In Guyana, on the fateful day, it was clear that this was no drill, People panicked, some tried to escape, some were shot, others were injected, babies were injected. Children and old people were injected at gunpoint.
It was no peaceful and compliant suicide. Some fought for their lives against armed guards. Many were murdered.
But the stage was set long before.
Mr. Kirk,
ReplyDeleteI don't know what Tim Stoen expected but he's the one who declared under penalty of perjury that he had loaned out his wife for stud service by Jim Jones. He's the one who researched & helped orchestrate the move to Guyana when he & Jones feared their operation was about to be exposed in the U.S. & part of the appeal of that country was its child custody laws. He's the one who sent the boy to Jonestown when Grace Stoen threatened court action to gain custody of her son. He knew Jones considered John Victor Stoen to be his own & that Jones had promised that he (& everyone else) would die before he would let anyone take the boy away from him. Stoen lived periodically in Jonestown. He knew he had Jones cornered & he was aware of the White Night suicide practices for use in just such an instance. No, I don't know what Tim Stoen expected.

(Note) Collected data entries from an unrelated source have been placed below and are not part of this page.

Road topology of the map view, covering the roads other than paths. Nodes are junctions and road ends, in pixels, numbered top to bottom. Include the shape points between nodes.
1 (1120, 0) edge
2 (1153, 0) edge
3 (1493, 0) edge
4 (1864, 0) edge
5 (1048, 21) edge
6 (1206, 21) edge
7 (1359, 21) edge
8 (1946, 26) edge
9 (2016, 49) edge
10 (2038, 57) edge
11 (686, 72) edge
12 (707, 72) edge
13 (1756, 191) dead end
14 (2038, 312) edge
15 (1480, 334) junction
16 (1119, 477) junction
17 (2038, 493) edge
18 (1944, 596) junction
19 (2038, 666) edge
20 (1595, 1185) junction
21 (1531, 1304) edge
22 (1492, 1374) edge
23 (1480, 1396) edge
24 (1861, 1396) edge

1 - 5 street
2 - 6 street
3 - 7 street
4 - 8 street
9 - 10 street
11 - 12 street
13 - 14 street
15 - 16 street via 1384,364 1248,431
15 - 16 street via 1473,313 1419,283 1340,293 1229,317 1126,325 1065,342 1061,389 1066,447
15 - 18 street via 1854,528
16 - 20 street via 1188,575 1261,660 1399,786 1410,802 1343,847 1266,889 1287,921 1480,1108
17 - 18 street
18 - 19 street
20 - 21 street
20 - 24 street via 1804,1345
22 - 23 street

Given Stoen's close personal relationship with Jones, his extensive involvement in the church over a period of 8 years, his marriage to a Staff member, his involvement in the formation of a so-called Diversions Dept., his own public humliation for an alleged sexual encounter with Jones & the fact that he lived in Jonestown, too, I seriously doubt he was shocked by the absuses there or anywhere else. For him to look the other way & accept such abhorrent abuse as necessary to the cause until it effected him personally & to claim ignorance of it today is what I find shocking.
Jones didn't have everybody snowed... just the ones who mattered... a sad commentary on our press & government... & a sickening loss of innocence & faith as well as a prevailing sense of guilt & failure to this day for those people who tried so hard for so long to bring attention to the real goings-on & motives of this madman, his followers & their organization. The People's Temple was a socialist movement disguised as a church.

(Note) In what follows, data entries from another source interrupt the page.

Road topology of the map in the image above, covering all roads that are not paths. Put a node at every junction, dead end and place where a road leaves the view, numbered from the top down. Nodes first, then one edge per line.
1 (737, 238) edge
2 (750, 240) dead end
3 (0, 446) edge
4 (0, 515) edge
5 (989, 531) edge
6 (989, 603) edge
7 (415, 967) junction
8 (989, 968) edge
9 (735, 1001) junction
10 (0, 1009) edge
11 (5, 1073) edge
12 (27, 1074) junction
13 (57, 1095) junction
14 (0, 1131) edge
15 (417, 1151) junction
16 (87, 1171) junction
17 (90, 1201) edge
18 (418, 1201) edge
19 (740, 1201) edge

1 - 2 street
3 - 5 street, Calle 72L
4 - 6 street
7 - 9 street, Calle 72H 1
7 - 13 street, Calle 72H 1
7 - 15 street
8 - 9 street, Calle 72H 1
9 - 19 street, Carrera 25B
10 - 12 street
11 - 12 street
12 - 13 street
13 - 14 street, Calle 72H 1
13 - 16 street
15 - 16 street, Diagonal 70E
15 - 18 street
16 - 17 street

I doubt you are old enough to personally recall much of anything that happened with the People's Temple before it made world headlines in 1978 but, if you are truly interested in knowing more about it, I would suggest you start by reading "Raven: The Untold Story of the Rev. Jim Jones and His People" by Tim Reiterman & John Jacobs. Then you can tell me if you think this true believe was a con man as well.

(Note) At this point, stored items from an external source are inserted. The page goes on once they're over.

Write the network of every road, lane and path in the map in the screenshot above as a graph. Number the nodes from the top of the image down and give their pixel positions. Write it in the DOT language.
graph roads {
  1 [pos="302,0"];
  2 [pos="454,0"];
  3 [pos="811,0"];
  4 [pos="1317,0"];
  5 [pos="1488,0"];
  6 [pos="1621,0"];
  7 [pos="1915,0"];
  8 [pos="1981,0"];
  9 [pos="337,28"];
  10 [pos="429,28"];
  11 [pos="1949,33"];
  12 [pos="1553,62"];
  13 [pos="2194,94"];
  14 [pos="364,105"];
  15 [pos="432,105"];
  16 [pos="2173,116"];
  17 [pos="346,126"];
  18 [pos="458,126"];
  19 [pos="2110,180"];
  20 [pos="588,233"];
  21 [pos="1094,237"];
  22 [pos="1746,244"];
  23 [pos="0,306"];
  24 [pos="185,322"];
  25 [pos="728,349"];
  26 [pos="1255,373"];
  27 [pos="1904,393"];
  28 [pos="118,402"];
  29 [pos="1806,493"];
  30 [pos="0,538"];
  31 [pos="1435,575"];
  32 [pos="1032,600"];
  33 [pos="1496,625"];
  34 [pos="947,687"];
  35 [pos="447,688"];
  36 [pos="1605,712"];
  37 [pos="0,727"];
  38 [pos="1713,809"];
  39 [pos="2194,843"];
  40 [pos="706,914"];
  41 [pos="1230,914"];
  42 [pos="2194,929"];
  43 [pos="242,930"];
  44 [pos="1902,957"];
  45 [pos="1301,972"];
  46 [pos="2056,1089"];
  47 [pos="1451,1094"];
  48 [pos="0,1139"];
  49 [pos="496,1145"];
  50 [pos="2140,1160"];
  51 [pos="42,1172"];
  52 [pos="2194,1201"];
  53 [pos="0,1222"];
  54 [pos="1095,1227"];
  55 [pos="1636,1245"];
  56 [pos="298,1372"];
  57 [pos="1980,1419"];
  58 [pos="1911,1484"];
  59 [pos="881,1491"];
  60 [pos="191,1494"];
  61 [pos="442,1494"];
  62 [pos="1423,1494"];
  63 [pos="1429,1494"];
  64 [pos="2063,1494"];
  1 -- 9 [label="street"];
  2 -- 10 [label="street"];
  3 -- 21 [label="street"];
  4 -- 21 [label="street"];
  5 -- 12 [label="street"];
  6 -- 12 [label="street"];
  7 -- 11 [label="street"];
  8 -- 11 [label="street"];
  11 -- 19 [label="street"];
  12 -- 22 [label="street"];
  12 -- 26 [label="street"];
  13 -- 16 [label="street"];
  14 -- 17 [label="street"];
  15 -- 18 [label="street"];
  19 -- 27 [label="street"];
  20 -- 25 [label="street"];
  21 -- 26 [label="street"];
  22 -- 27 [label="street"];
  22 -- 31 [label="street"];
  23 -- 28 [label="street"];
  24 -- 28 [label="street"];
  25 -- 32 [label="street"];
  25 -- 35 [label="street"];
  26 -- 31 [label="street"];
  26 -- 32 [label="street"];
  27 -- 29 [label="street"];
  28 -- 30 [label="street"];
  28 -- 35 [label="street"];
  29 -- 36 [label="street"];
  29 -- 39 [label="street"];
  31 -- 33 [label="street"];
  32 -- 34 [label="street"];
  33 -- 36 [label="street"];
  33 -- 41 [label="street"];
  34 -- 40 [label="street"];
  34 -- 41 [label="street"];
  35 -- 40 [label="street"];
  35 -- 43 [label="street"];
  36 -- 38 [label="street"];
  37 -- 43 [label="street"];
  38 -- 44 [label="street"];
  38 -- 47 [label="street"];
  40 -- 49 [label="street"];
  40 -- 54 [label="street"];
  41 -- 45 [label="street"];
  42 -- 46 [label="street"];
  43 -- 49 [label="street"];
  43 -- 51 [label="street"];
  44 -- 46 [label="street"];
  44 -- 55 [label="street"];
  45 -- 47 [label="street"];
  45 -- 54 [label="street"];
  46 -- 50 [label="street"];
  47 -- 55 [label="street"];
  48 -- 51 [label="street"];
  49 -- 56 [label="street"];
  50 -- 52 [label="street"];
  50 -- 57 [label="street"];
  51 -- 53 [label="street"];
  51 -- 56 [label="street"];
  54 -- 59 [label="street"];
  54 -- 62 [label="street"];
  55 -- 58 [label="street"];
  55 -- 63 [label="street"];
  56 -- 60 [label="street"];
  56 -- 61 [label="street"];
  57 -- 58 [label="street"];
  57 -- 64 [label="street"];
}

I am interested to know if you know Tim Stoen personally.
Respectfully,
Robin Shelley
Eric Kirk has to defend Stoen cause Tim Stoen was Gallegos' handpicked Assistant DA. And anyone that reads the blogs knows that Eric Kirk is a semi rabid follower/supporter of Gallegos. Eric Kirk sticks up for Gag's when he is exposed for his plagiarism, trying to down play the whole incident. Eric Kirk is just Gallegos' butt boy blog spin doctor.
ReplyDeleteAll this information, all of it negative, about Stoen reflects poorly on Gallegos So eric has to try and soften it up. Eric Kirk uses the blogs to defend Gag's from negative comments.
What can you expect from Eric Kirk. He is so very predictable.